No inquisidor Bernardo Gui, Eco retrata o carácter de um homem para quem o poder é o valor supremo. Homens desse calibre não têm em mente a justiça quando perseguem e põem em tribunal pessoas cujas opiniões divergem das delas, nem sequer no âmbito da lógica da sua própria ideologia. Apenas procuram vítimas para sustento da aparência de «justiça». Assim nem lhes interessa o verdadeiro prevaricador. Precisam apenas - tal como Bernardo Gui no romance - de um tipo qualquer para condenar e punir. O que importa não é encontrar o verdadeiro culpado, mas sim uma válvula de escape para a agressividade e pulsões de vingança. A história jurídica de todas as sociedades - mas sobretudo dos estados totalitários - está repleta de tais perversões. Bernard chega a impedir William de encontrar na abadia o verdadeiro assassino. A persecução de outras pessoas é só uma das charadas de uma estratégia de poder mais ampla. Eco teve conhecimento intuitivo de como pessoas sedentas de poder levam as suas vítimas a colaborar com elas. (...)

Eco faz Bernardo percorrer todo o leque de colaborações na própria subjugação: as vítimas têm medo e ao mesmo tempo esperança de que ele se digne perdoar-lhes os delitos que lhes imputou: «Além disso, Bernard Gui sabia muito bem como transformar o medo das suas vítimas em pânico. Ficava em silêncio e fitava o acusado, e esse olhar continha um misto de complacência fingida (como se quisesse dizer: "Não tenhas medo, estás aqui perante a assembleia fraterna dos teus pares que não pode senão querer o melhor para ti"), de ironia gélida (como se quisesse dizer: "Ainda não sabes o que é o melhor para ti, mas eu já te digo") e de uma severidade impiedosa (como se quisesse dizer: "Em todo o caso sou o teu único juiz e tu és meu")». Eco faz-nos aqui viver o terror e a chantagem emocional que é muito semelhante com a situação de infância e demonstra como a vítima volta a deixar-se tentar. Transforma-se na ferramenta do torturador, tal como em criança foi a dos pais. Continua a viver na fantasia de ser salva pela má mãe ou pelo mau pai. Tal dependência torna-se uma maldição porque impede que se perceba que uma pessoa só pode salvar-se a si própria descobrindo o seu Eu verdadeiro.

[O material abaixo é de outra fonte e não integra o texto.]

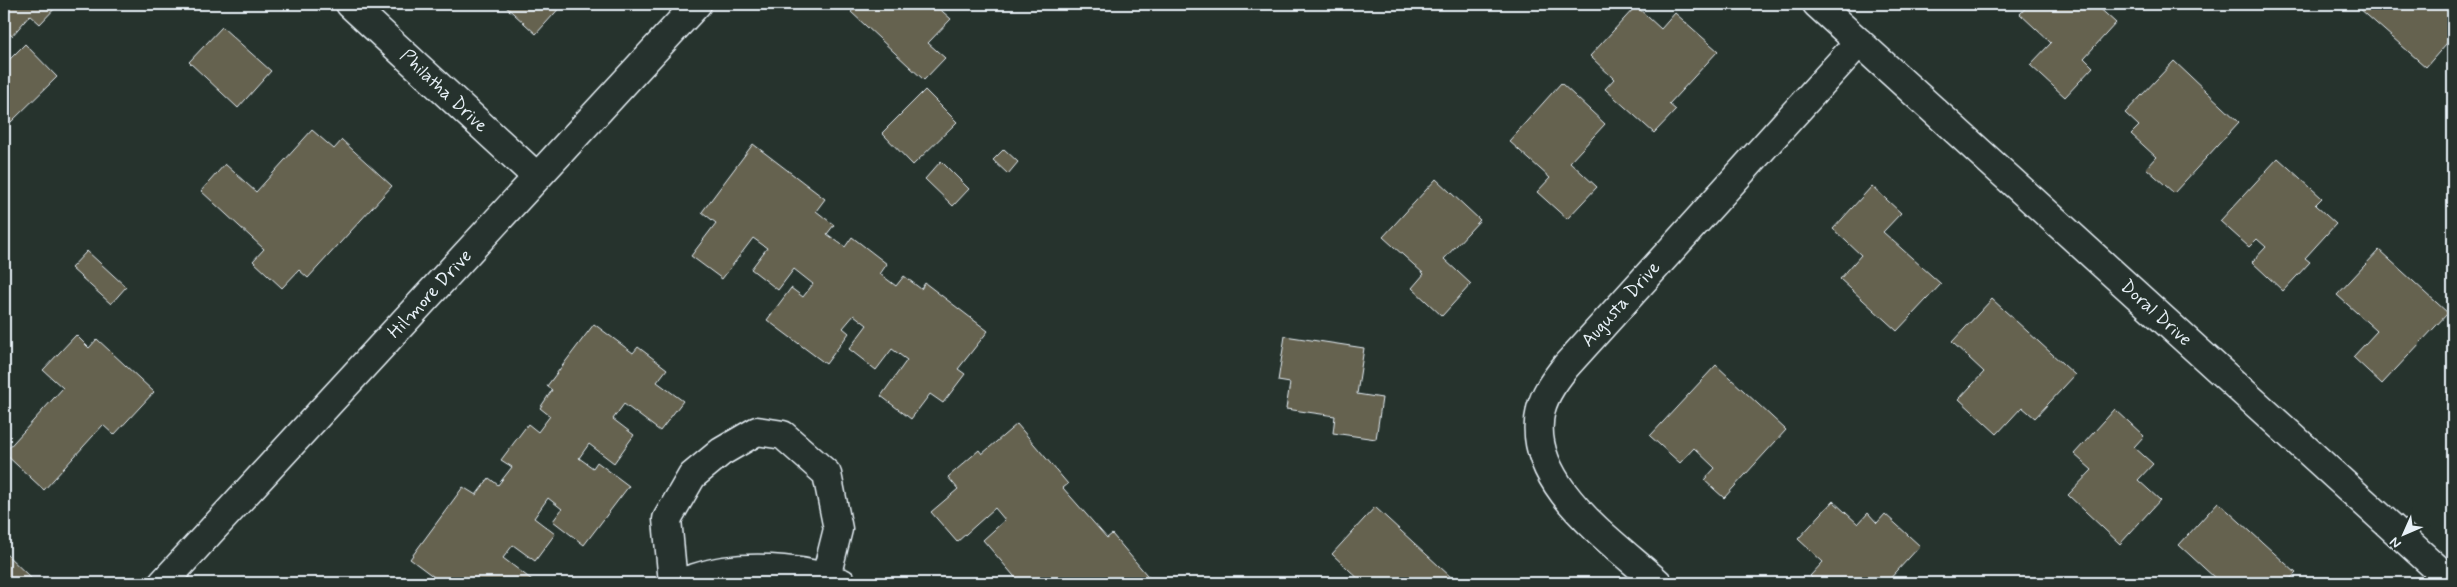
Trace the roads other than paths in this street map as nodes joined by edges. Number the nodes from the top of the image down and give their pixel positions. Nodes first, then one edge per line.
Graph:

Eco também sabia que o medo é o cerne da escravização de si próprio e que a capacidade de rir-se de si próprio lhe tira a violência. Por isso, Jorge tem de destruir o livro em nome de Cristo, porque nele se fala do riso e o riso poderia anular o medo do medo. Jorge quer ter esse medo nas suas mãos, qual arma poderosa para manter a humanidade subjugada. Ninguém deve ler a segunda parte da Poética de Aristóteles - sobre a qual só há conjecturas, mas que Eco faz existir até à sua destruição no mar de chamas que consome a abadia - porque o riso aponta a direcção a seguir para sair do círculo vicioso da escravização. A loucura de Jorge e a malvadez com que ele persegue o seu fim permanecem, evidentemente, ocultos debaixo do manto da piedade.»